Baruch Goldstein was a Jewish terrorist with a religious agenda. The immediate response of the Jewish community worldwide to his evil act was grief and condemnation. How different all this stacks up against the immediate response to the shootings in California.

For example, the day after the shootings, NPR interviewed a Muslim leader in southern California and asked for his response. This was it: He began by citing the “apprehension” of the Muslim community in the aftermath of the shooting. Then he caught himself. He backed up. He said to this effect: But first we share in the grief. Then he went on at great length to identify three apprehensions in the Muslim community after the murders by individuals with Muslim names.

His agenda was the opposite of the Jewish agenda in the aftermath of the Goldstein shooting: To face the truth. To admit the truth. The truth is that something was deeply wrong with some practitioners of Judaism — Goldstein and his sympathizers —and with some brand of Judaism.

Yet, in the aftermath of the San Bernardino shootings, every imaginable basis for calling this mass shooting an act of “workplace violence” was explored by every imaginable pundit. The truth had to be shielded: another case of Muslims killing innocents. Another case of Islamic terrorism. That a workplace grievance may have figured into the motivation of the murderers should raise this question: Why is it that grievances of radicalized Muslims need to be settled by murder?

To  be sure, murder as a political statement is contagious, as recent incidents only too painfully demonstrate (think Planned Parenthood in Colorado Springs). But there is no way around seeing Baruch Goldstein as having been principally motivated by his religion, however disturbed he may have been by treating Jewish victims of terrorism. There is no way around seeing Muslims who engage in murdering innocents around the world as principally motivated by their religion.

In the immediate aftermath of the San Bernardino shootings, authorities did not “rule out” terrorism. That is to say, their default position of workplace violence mirrore the diversionary reaction of the NPR interviewee: Reshape the agenda.

Well, the agenda is not how the average citizen, in the aftermath of a mass shooting by Muslims, may be leery of Muslims who do not first grieve for the dead, instead engaging in self-pleading. The agenda is: How do we name this type of incident promptly and accurately, and how do we stop it. The answers are clear: The name is Islamic terrorism. The prevention is the reform of the radicalized version of Islam and stricter background checks for the purchase of weapons.

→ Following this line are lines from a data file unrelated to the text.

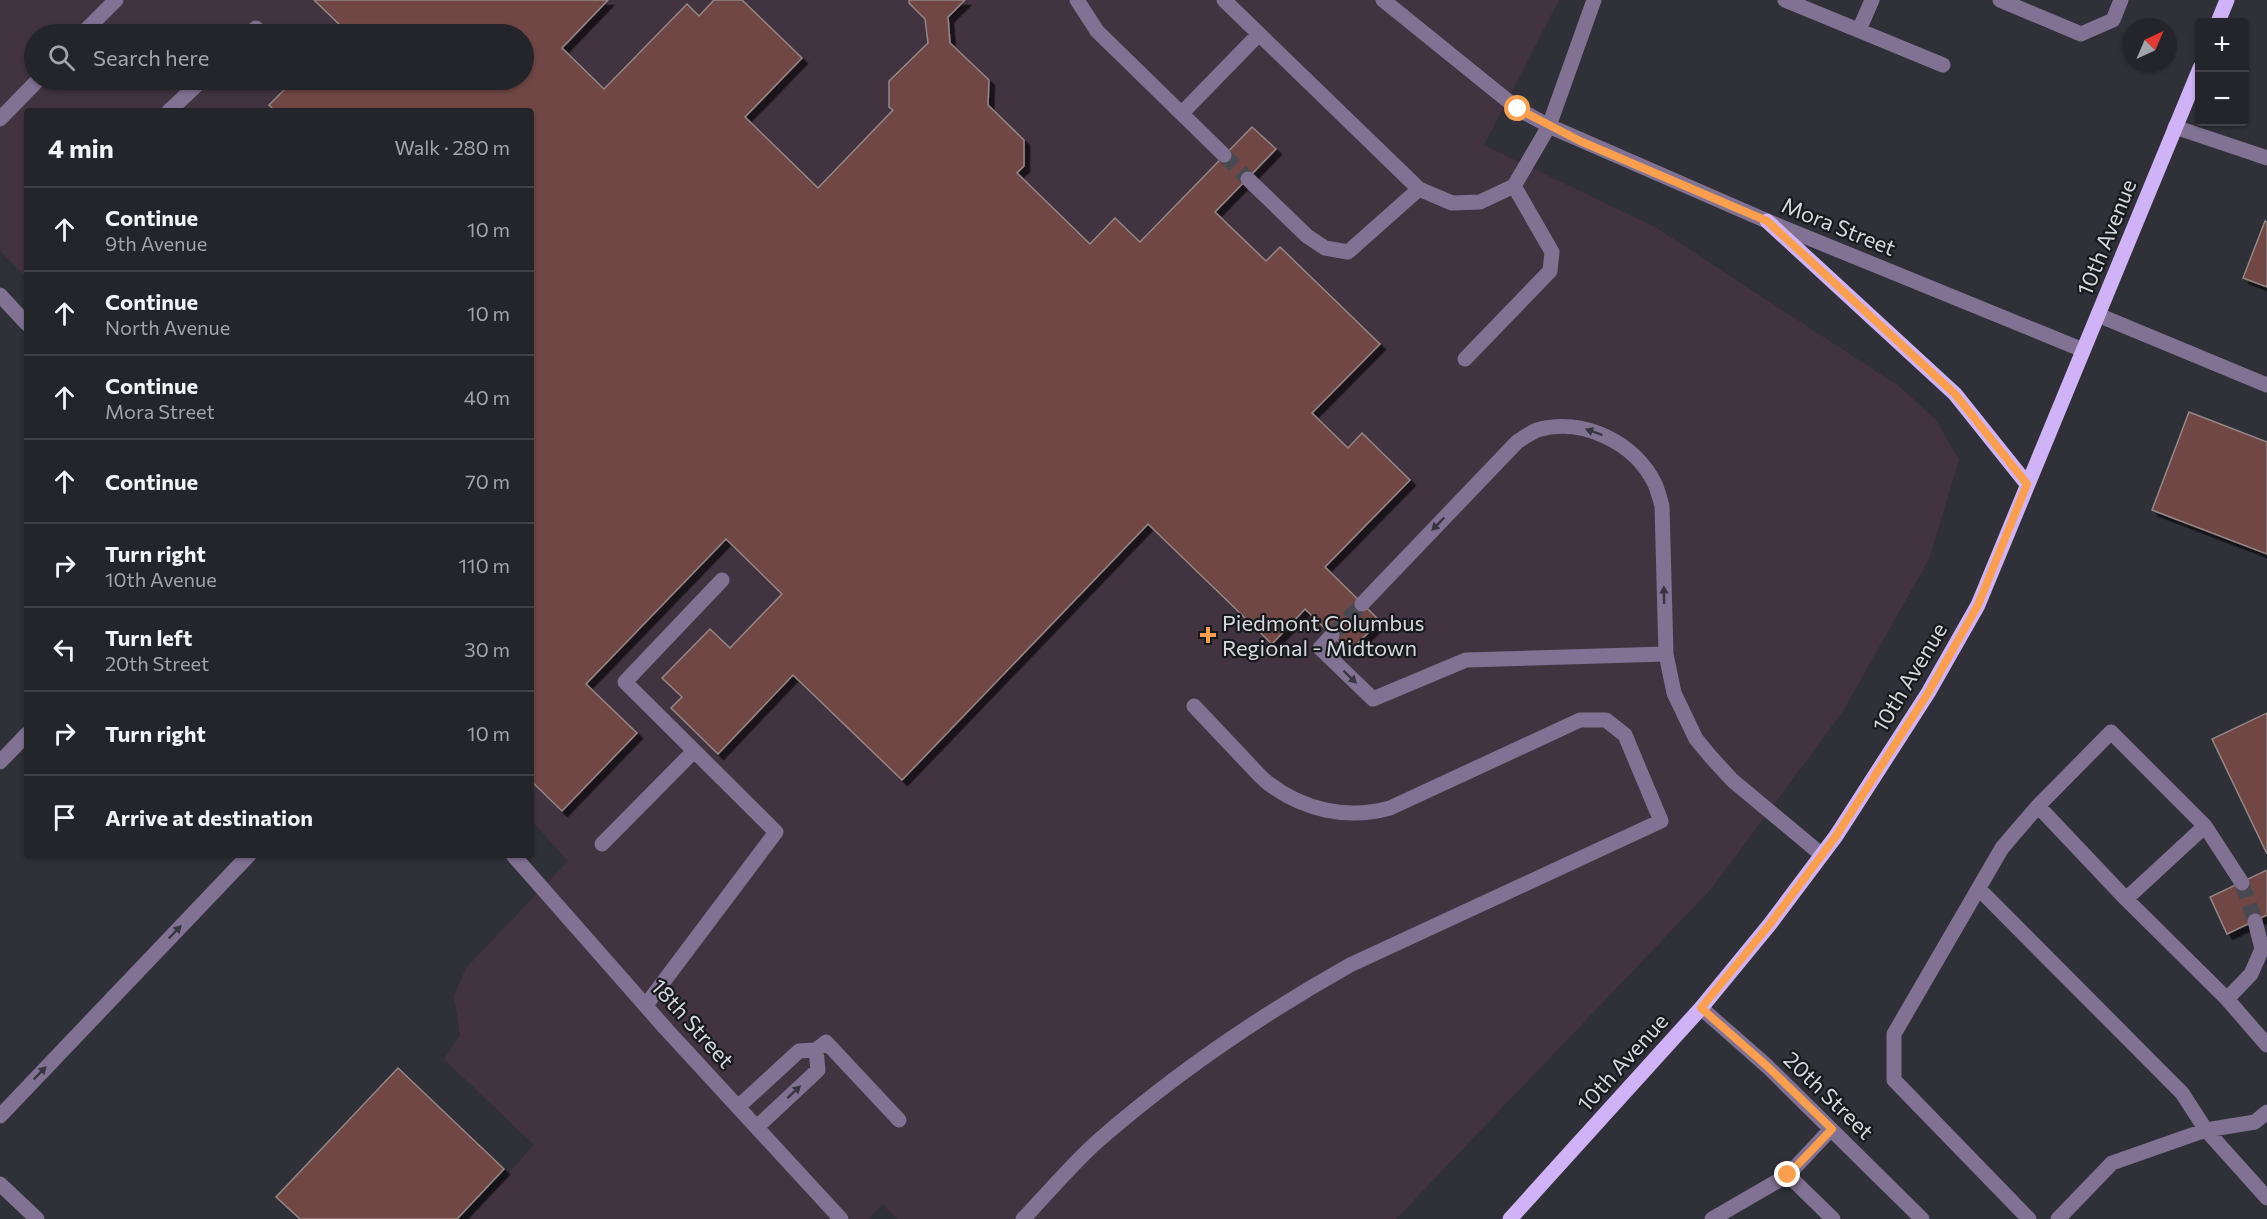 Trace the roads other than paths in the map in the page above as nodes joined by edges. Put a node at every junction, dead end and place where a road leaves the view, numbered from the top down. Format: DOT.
graph roads {
  1 [pos="116,0"];
  2 [pos="1077,0"];
  3 [pos="1224,0"];
  4 [pos="1383,0"];
  5 [pos="1594,0"];
  6 [pos="1785,0"];
  7 [pos="1872,0"];
  8 [pos="2000,0"];
  9 [pos="2121,0"];
  10 [pos="2227,0"];
  11 [pos="2220,18"];
  12 [pos="92,24"];
  13 [pos="1859,30"];
  14 [pos="1259,34"];
  15 [pos="1943,65"];
  16 [pos="2197,72"];
  17 [pos="29,90"];
  18 [pos="191,90"];
  19 [pos="172,108"];
  20 [pos="1182,113"];
  21 [pos="0,119"];
  22 [pos="1549,126"];
  23 [pos="2175,127"];
  24 [pos="1224,155"];
  25 [pos="2267,158"];
  26 [pos="1248,179"];
  27 [pos="1514,186"];
  28 [pos="1419,189"];
  29 [pos="1767,221"];
  30 [pos="0,295"];
  31 [pos="2098,315"];
  32 [pos="24,321"];
  33 [pos="2083,350"];
  34 [pos="1465,359"];
  35 [pos="2267,385"];
  36 [pos="2027,484"];
  37 [pos="722,580"];
  38 [pos="1362,604"];
  39 [pos="1332,636"];
  40 [pos="1666,654"];
  41 [pos="1194,706"];
  42 [pos="24,737"];
  43 [pos="694,751"];
  44 [pos="0,762"];
  45 [pos="2038,806"];
  46 [pos="2205,826"];
  47 [pos="602,844"];
  48 [pos="1822,855"];
  49 [pos="246,858"];
  50 [pos="516,858"];
  51 [pos="2242,883"];
  52 [pos="1979,889"];
  53 [pos="2126,899"];
  54 [pos="2255,921"];
  55 [pos="2227,999"];
  56 [pos="646,1005"];
  57 [pos="1701,1008"];
  58 [pos="2267,1045"];
  59 [pos="816,1050"];
  60 [pos="738,1107"];
  61 [pos="2267,1112"];
  62 [pos="0,1116"];
  63 [pos="899,1120"];
  64 [pos="757,1127"];
  65 [pos="1832,1129"];
  66 [pos="2206,1130"];
  67 [pos="1788,1175"];
  68 [pos="0,1184"];
  69 [pos="2267,1198"];
  70 [pos="37,1219"];
  71 [pos="841,1219"];
  72 [pos="1023,1219"];
  73 [pos="1510,1219"];
  74 [pos="1712,1219"];
  75 [pos="1833,1219"];
  76 [pos="1922,1219"];
  77 [pos="2029,1219"];
  78 [pos="2058,1219"];
  1 -- 12 [label="street"];
  2 -- 20 [label="street"];
  3 -- 14 [label="street"];
  4 -- 22 [label="street, Mora Street"];
  5 -- 22 [label="street"];
  6 -- 13 [label="street"];
  7 -- 13 [label="street"];
  8 -- 9 [label="street"];
  10 -- 11 [label="main road"];
  13 -- 15 [label="street"];
  14 -- 20 [label="street"];
  14 -- 28 [label="street"];
  16 -- 23 [label="main road, 10th Avenue"];
  17 -- 21 [label="street"];
  18 -- 19 [label="street"];
  20 -- 24 [label="street"];
  22 -- 27 [label="street"];
  22 -- 29 [label="street, Mora Street"];
  23 -- 25 [label="street"];
  23 -- 31 [label="main road, 10th Avenue"];
  26 -- 28 [label="street"];
  27 -- 28 [label="street"];
  27 -- 34 [label="street"];
  29 -- 33 [label="street, Mora Street"];
  29 -- 36 [label="main road"];
  30 -- 32 [label="street"];
  31 -- 33 [label="main road, 10th Avenue"];
  31 -- 35 [label="street"];
  33 -- 36 [label="main road, 10th Avenue"];
  36 -- 48 [label="main road, 10th Avenue"];
  37 -- 43 [label="street"];
  40 -- 38 [label="street, one-way"];
  39 -- 40 [label="street, one-way"];
  40 -- 48 [label="street"];
  41 -- 72 [label="street"];
  42 -- 44 [label="street"];
  43 -- 47 [label="street"];
  43 -- 56 [label="street"];
  45 -- 46 [label="street"];
  45 -- 52 [label="street"];
  45 -- 53 [label="street"];
  46 -- 51 [label="street"];
  46 -- 53 [label="street"];
  48 -- 57 [label="main road, 10th Avenue"];
  62 -- 49 [label="street, one-way"];
  50 -- 56 [label="street, 18th Street"];
  52 -- 66 [label="street"];
  52 -- 77 [label="street"];
  53 -- 55 [label="street"];
  54 -- 55 [label="street"];
  55 -- 58 [label="street"];
  56 -- 60 [label="street, 18th Street"];
  57 -- 65 [label="street, 20th Street"];
  57 -- 73 [label="main road, 10th Avenue"];
  59 -- 60 [label="street"];
  59 -- 63 [label="street"];
  64 -- 59 [label="street, one-way"];
  60 -- 64 [label="street, 18th Street"];
  61 -- 66 [label="street"];
  64 -- 71 [label="street, 18th Street"];
  65 -- 67 [label="street"];
  65 -- 76 [label="street, 20th Street"];
  66 -- 69 [label="street"];
  66 -- 78 [label="street"];
  67 -- 74 [label="street"];
  67 -- 75 [label="street"];
  68 -- 70 [label="street"];
}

Here is how not to stop it: fall for the third apprehension of the NPR interviewee. He said to this effect: There may be unfair backlash against the Muslim community. And worse: If, because of the San Bernardino shootings, citizens view Muslims wrongly, this may increase the number of Muslim radicals. In other words, to tell is truth is to increase Muslims shooters — it’s America’s fault! Let the interviewee accept responsibility and  reform radical Islam internally.

Here is also how not to stop it: Give another speech, as President Obama did, promising the destruction of ISIS. He gave that same speech 14 months ago, and now, like then, does virtually nothing — a ludicrously small number of sorties; and 50 special ops. This would be pathetic if it weren’t so dangerous to the American people. San Bernardino is evidence of the failure of Obama’s “strategy.”